French music publisher and musicologist

Jacques Hippolyte Aristide Farrenc (9 April 1794 – 31 January 1865) was a French music publisher, musicologist and flautist.

== Biography ==
Aristide Farrenc worked as a flautist at the Théâtre italien and founded the Éditions Farrenc, a music publishing company which he left in 1841 to devote himself to musicology.

In collaboration with his wife Louise Farrenc, he published the Trésor des pianistes in 20 issues (1861–1872), containing many works of early music for harpsichord (Couperin, Bach, Haendel, Scarlatti, Rameau, etc.), and sonatas for pianoforte such as those by CPE Bach, Haydn, Mozart, Clementi, Hummel, Dussek, Weber, Beethoven, and Chopin. Eight of these issues were their joint work; the remainder were published by Louise after her husband's death.* Allen, David (2021). "Louise Farrenc, 19th-Century Composer, Surges Back Into Sound"

His wife Louise Farrenc was a virtuoso pianist, esteemed teacher and composer.

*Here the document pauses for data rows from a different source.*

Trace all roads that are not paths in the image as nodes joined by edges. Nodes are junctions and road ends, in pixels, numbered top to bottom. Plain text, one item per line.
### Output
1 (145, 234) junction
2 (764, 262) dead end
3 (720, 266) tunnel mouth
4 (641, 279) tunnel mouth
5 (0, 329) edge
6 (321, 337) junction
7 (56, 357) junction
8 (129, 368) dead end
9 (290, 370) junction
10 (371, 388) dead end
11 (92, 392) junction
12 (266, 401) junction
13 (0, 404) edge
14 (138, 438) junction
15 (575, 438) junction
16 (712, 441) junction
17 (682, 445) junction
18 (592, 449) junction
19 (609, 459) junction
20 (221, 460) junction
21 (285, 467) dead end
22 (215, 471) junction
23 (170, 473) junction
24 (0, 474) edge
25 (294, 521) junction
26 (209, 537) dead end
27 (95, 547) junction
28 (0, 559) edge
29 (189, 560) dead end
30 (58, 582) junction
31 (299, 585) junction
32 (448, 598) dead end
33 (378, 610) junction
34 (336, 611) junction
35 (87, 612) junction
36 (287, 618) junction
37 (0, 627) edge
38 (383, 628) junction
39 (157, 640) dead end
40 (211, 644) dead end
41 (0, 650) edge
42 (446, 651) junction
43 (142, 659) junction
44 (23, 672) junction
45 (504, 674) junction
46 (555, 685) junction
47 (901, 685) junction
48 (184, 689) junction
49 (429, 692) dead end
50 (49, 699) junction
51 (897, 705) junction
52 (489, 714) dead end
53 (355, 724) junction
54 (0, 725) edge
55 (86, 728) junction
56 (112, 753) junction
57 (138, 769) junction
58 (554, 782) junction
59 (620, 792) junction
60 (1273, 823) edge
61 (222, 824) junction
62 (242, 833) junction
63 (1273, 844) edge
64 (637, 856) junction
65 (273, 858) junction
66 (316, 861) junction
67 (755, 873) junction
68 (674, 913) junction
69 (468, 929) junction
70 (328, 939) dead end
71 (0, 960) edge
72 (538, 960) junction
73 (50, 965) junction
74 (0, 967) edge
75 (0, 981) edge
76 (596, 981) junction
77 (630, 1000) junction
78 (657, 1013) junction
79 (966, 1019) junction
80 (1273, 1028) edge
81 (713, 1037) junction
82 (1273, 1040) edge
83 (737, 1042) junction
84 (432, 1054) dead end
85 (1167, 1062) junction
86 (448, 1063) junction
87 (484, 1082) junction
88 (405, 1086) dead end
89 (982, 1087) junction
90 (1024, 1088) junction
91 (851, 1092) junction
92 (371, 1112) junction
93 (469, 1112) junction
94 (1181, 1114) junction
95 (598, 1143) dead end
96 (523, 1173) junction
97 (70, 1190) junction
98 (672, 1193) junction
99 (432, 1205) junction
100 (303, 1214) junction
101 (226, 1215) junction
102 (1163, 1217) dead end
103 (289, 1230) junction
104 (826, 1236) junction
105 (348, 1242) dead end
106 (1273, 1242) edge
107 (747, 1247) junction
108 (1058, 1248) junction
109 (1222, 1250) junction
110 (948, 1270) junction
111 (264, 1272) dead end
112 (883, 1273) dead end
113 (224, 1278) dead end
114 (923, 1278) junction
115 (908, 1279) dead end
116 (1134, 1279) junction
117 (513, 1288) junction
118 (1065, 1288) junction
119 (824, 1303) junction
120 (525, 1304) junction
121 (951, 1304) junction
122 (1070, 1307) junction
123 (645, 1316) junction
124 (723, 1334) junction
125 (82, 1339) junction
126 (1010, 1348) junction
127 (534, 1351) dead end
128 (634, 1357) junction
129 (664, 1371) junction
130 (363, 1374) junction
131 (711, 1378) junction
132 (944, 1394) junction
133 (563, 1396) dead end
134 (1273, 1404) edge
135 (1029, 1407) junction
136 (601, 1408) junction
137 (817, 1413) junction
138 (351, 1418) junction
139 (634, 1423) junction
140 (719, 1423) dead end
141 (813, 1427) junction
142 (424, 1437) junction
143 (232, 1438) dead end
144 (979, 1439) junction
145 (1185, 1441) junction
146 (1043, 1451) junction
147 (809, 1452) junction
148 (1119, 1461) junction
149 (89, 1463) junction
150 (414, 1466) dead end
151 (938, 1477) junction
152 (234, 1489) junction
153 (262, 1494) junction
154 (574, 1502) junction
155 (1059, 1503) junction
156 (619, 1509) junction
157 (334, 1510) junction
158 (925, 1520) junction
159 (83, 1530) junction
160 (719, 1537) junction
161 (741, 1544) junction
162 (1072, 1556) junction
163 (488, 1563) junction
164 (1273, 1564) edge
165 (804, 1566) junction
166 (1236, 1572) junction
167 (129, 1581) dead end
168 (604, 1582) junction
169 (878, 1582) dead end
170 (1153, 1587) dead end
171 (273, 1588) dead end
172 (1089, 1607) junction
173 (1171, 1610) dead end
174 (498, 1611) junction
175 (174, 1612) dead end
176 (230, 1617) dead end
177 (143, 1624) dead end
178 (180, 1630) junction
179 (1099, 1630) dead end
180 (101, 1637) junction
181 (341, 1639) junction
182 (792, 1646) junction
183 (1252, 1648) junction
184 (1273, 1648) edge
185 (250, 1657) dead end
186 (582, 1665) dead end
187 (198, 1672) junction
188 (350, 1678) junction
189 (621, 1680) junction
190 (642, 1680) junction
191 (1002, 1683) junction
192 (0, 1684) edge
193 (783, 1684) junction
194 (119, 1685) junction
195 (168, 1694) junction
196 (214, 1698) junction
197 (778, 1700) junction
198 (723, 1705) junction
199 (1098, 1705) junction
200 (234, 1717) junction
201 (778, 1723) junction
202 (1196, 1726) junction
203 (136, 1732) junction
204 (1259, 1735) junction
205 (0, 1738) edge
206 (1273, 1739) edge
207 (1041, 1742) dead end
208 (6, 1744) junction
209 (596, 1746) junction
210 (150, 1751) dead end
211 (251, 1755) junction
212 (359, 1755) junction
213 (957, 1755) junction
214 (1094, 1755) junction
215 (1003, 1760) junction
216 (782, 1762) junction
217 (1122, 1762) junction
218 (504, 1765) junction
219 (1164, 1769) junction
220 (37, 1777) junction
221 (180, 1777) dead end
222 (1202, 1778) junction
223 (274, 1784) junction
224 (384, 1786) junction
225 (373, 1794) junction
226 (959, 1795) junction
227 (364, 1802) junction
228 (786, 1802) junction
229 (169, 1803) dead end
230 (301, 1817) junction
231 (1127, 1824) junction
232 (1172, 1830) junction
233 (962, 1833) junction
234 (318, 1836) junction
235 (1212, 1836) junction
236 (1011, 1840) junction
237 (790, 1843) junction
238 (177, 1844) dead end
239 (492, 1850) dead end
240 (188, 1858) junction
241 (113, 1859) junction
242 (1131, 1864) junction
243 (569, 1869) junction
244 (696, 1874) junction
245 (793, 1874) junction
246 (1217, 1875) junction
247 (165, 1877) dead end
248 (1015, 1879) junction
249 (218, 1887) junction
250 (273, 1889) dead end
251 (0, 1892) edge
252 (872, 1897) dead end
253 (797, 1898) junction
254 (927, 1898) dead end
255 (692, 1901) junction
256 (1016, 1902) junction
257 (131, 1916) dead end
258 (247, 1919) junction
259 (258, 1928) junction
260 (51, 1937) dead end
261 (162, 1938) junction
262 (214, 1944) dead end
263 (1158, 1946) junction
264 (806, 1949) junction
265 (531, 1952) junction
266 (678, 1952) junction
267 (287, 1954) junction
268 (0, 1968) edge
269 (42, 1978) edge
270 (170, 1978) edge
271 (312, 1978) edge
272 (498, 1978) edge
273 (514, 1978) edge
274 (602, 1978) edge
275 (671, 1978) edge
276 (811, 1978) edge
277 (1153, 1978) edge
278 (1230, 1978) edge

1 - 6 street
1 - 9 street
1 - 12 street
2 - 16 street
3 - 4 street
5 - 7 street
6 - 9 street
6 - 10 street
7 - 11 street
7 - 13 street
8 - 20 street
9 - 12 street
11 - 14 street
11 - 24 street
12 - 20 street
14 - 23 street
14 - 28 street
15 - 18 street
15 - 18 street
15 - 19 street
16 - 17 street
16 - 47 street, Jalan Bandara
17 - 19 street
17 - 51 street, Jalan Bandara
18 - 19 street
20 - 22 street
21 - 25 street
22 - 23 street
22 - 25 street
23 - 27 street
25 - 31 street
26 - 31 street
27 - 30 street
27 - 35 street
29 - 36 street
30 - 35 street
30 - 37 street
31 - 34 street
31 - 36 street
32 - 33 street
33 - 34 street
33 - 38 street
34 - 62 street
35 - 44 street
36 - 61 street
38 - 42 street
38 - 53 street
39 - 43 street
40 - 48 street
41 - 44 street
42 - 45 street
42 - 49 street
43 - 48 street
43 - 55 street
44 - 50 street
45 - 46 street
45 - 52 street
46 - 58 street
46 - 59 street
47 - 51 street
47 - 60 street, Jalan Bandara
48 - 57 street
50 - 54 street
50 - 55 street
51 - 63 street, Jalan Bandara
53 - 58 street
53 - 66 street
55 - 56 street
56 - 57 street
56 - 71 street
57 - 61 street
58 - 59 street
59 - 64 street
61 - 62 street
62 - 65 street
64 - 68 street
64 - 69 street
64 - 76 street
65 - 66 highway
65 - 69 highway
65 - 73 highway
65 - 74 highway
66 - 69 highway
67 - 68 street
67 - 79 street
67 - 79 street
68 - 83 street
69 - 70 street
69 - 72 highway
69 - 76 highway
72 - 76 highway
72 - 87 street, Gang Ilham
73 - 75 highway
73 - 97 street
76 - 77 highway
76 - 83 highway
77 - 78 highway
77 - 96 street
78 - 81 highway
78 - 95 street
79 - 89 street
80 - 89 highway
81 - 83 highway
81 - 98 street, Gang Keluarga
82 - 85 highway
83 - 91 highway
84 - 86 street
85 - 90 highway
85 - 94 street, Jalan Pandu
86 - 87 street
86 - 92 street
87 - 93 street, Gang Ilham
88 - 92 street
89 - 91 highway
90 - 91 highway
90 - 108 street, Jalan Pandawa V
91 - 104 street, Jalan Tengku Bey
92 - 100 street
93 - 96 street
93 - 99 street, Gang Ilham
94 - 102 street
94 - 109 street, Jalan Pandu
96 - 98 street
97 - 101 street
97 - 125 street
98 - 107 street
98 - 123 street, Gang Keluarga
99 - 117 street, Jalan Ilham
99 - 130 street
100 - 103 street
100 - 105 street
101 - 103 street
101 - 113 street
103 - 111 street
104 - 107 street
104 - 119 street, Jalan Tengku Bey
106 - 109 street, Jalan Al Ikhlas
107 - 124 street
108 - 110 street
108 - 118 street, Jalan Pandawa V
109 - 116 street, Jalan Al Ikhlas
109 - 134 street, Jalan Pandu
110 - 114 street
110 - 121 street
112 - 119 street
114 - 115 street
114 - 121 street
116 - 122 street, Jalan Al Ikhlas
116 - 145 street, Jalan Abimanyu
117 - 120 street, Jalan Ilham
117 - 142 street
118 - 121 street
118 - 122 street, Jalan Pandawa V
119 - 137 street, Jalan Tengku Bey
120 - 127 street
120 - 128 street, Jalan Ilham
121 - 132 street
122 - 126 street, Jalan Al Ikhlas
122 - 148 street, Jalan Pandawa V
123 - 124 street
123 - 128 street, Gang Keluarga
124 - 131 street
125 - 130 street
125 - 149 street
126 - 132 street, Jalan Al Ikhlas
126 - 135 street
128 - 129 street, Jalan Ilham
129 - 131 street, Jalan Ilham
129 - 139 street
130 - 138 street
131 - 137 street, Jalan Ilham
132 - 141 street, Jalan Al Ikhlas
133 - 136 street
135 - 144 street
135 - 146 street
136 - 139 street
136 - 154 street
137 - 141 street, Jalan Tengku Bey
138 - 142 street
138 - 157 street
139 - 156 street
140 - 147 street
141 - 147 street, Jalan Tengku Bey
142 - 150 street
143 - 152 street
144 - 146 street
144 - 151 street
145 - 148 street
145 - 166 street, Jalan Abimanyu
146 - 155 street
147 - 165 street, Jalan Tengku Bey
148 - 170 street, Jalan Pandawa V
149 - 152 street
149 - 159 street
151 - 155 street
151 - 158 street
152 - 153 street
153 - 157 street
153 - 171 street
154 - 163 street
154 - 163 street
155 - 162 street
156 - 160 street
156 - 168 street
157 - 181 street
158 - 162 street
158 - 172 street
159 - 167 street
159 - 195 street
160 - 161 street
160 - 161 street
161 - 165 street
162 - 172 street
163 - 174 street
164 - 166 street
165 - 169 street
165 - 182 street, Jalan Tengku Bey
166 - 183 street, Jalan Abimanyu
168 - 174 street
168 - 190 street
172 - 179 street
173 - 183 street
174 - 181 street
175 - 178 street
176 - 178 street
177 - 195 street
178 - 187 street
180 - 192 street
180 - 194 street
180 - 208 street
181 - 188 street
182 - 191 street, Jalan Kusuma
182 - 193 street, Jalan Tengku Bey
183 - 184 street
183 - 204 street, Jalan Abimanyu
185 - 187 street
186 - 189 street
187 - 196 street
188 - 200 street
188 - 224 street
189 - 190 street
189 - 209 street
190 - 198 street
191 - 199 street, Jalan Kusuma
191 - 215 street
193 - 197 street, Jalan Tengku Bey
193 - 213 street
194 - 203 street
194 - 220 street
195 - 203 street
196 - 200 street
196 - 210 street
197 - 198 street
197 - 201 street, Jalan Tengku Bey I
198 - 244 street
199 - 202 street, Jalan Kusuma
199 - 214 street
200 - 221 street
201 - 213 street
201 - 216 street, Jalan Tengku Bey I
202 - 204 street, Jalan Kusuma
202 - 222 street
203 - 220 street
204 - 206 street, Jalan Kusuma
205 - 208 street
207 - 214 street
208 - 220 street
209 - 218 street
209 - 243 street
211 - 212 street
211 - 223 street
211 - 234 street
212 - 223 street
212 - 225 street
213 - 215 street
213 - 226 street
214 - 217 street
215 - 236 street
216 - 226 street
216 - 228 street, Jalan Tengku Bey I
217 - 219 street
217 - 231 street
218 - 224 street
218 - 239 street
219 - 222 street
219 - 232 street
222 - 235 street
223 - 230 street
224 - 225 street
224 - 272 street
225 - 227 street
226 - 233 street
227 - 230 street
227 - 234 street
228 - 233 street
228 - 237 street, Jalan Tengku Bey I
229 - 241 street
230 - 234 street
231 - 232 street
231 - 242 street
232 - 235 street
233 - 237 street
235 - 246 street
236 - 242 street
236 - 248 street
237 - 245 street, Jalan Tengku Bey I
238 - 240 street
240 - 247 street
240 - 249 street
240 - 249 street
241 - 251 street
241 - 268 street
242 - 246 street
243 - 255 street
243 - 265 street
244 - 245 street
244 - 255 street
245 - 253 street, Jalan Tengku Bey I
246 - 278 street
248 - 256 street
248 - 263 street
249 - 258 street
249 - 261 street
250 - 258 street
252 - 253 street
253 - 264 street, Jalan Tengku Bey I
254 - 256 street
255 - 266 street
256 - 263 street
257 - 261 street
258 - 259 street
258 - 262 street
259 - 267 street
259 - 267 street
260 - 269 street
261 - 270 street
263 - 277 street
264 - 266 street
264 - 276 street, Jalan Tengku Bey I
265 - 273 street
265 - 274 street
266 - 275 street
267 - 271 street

After his death in 1865 she continued to publish the Trésor des pianistes until the 20th and last volume in 1872. Three additional volumes also appeared, but containing the music already published of the first half of the nineteenth century (Hummel, Ries, Weber, Mendelssohn and Chopin).

== Works ==
- Les Concerts historiques de M. Fétis à Paris, Paris, 1855.
- Le Trésor des pianistes, Paris, 1861; New York, 1977.